Clifton Collins Jr. as Step in Extract Photo Credit: Sam Urdank/Miramax Film Corp
Clifton Collins Jr. has played a death row prisoner in Capote, a hit man in Traffic, and most recently, a Romulan officer battling the USS Enterprise crew in Star Trek. While his on-screen transformations appear effortless, one look at his bookshelves — laden with tales of serial killers, drug cartels, and pimps — reveals that Clifton does his homework and never phones anything in. We’re not sure what this says about his latest role as the victim of freak factory accident in fall’s long-awaited Mike Judge film, Extract.
After the jump, read on to find out about how Clifton went “balls to the wall” and performed a risky stunt while filming, and who was more computer literate back in the day, him or his buddy Judd Nelson.
Flavorpill: Mike Judge is a comedic genius. What was it like working with him on set?
Clifton Collins Jr.: I can’t say enough good things about Mike Judge. He is an extraordinary person and artist. He laughs with you and encourages a very collaborative environment. I would create lines off the page and forget about it until later on when Mike would say (provides a very convincing imitation of Mike Judge): “Hey Clifton, remember when you said that line about…? Let’s shoot the scene that way.”
Mike Judge on the set of Extract Photo Credit: Miramax Film Corp/Sam Urdank
FP: What scene was the most fun to film?
CCJ: Aside from making out with Mila Kunis in a truck, I’ve gotta say the scene where I got my balls blown off. I thought that a stuntman was going to be doing this scene, and then I was given the stuntman’s size 31 pants. I wear a size 32. My initial thought was “we’re talking about my balls here. I know there are two but I want ’em both.” When I decided to film the scene myself, I did it Evel Knievel style without the protective lead pack. I asked Mike how many shots we had and he said “maybe two takes.” And I said: “So in other words, probably one.”
Mike was petrified before we filmed the scene, but when I finished the take (and emerged unscathed) he said “that was genius.” I didn’t feel worthy of such a compliment from such an amazing person. That praise was almost as special as the experience of working with such a talented cast.

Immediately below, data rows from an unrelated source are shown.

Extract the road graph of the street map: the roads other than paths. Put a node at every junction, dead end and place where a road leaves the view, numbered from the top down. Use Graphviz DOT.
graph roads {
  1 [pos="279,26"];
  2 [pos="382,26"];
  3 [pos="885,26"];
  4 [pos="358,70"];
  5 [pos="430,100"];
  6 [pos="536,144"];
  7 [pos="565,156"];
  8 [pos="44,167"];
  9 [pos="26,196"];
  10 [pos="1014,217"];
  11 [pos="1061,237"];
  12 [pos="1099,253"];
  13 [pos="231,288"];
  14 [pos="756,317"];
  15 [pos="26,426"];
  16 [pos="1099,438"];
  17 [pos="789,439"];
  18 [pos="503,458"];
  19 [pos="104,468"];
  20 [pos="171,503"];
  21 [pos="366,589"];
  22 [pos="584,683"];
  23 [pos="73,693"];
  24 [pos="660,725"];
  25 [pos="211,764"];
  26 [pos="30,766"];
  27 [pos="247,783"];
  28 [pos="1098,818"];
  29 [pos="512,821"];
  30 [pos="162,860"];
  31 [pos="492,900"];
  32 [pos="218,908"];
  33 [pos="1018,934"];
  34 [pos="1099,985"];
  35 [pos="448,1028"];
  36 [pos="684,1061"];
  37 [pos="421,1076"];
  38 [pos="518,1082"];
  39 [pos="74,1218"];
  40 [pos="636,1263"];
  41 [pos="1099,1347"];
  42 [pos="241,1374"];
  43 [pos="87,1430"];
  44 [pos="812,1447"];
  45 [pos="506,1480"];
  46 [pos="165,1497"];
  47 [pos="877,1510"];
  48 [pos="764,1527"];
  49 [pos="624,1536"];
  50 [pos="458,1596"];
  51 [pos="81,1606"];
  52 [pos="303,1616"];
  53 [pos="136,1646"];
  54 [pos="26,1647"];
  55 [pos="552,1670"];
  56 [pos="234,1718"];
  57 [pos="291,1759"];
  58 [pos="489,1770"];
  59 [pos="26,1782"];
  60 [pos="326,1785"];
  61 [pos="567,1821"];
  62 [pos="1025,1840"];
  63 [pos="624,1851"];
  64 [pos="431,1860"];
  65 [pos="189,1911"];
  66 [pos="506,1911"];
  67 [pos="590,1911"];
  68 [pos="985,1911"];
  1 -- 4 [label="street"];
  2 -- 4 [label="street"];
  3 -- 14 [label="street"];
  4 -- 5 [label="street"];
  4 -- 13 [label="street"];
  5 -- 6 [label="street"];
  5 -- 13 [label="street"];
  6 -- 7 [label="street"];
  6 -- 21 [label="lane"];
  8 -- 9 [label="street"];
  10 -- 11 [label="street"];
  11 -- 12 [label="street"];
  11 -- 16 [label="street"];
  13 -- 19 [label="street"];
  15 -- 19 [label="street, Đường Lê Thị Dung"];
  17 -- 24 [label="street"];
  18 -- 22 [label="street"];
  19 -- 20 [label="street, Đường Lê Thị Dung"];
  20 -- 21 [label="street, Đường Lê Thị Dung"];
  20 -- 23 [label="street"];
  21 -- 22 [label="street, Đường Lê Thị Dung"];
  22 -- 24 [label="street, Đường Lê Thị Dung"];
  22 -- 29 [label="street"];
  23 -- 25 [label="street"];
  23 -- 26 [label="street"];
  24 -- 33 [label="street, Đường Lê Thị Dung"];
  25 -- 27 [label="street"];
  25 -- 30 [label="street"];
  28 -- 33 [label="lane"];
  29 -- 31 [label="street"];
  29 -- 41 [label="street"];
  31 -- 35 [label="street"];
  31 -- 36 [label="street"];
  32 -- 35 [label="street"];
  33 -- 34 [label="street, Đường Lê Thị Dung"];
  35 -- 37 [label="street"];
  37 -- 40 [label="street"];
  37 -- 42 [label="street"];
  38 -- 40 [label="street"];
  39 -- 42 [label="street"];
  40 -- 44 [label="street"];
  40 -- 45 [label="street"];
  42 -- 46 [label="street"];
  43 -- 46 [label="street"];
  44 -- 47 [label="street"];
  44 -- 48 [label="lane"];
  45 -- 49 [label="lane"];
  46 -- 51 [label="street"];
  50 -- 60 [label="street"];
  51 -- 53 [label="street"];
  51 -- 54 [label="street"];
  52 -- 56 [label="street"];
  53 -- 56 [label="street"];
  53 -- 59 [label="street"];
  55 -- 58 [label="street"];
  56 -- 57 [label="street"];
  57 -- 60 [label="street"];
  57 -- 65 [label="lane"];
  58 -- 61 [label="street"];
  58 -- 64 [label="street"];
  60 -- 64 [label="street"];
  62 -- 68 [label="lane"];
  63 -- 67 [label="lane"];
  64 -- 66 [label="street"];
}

Mila Kunis as Cindy in Extract Photo Credit: Sam Urdank/Miramax Film Corp
FP: When you’re not in front of the camera, you’re directing music videos. Congrats on your CMT Breakthrough Video award for Zac Brown Band’s “Chicken Fried.”
CCJ: You know the old adage of “you do something you love, you don’t work a day in your life”? Well that applies to me. For example, I had Sunday off and I could have gone to the beach, but what I really wanted to do was submit the treatment and storyboard for a new music video I am directing.
FP: When it came time to make your directorial debut, did you borrow stylistic cues or approaches from any of the established directors you’ve worked with?
CCJ: My approach was a combination of past directors and myself, plus what I have applied from genres of film I love, such as exploitation films from the ’70s, likeDirty Mary Crazy Larry. I met Zac Brown through ROAR, our shared management company, and the first meeting was in a Hollywood club. We immediately clicked and Zac said, “I need you on this video — you’re the only motherf*cker that gets the song. There can’t be a chicken in the video.” I said there will be a chicken in the video, but not in the way you think there will be. To me, “Chicken Fried” is a state of being. Zac and I view this video as a beautiful bookend to a troubling time in American history.
FP: Three websites you find yourself surfing religiously are?
CCJ: YouTube, Google and Wikipedia. One of my funniest early computer memories occurred when writing a short with Judd Nelson. We wrote a 15 page short together called “Chicken In The Oven” on one of the first Mac computers. We were both so computer illiterate that neither of us knew how to save it. In a panic, Judd suggested taking the computer to Kinko’s where we could Xerox the screen and all 15 pages of the piece.
FP: Sounds like a scene from a Mike Judge movie. Let me guess, you managed to save the day?
CCJ: (laughs): Yes, I saved the file and still have it.
Extract opens in theaters nationwide tomorrow.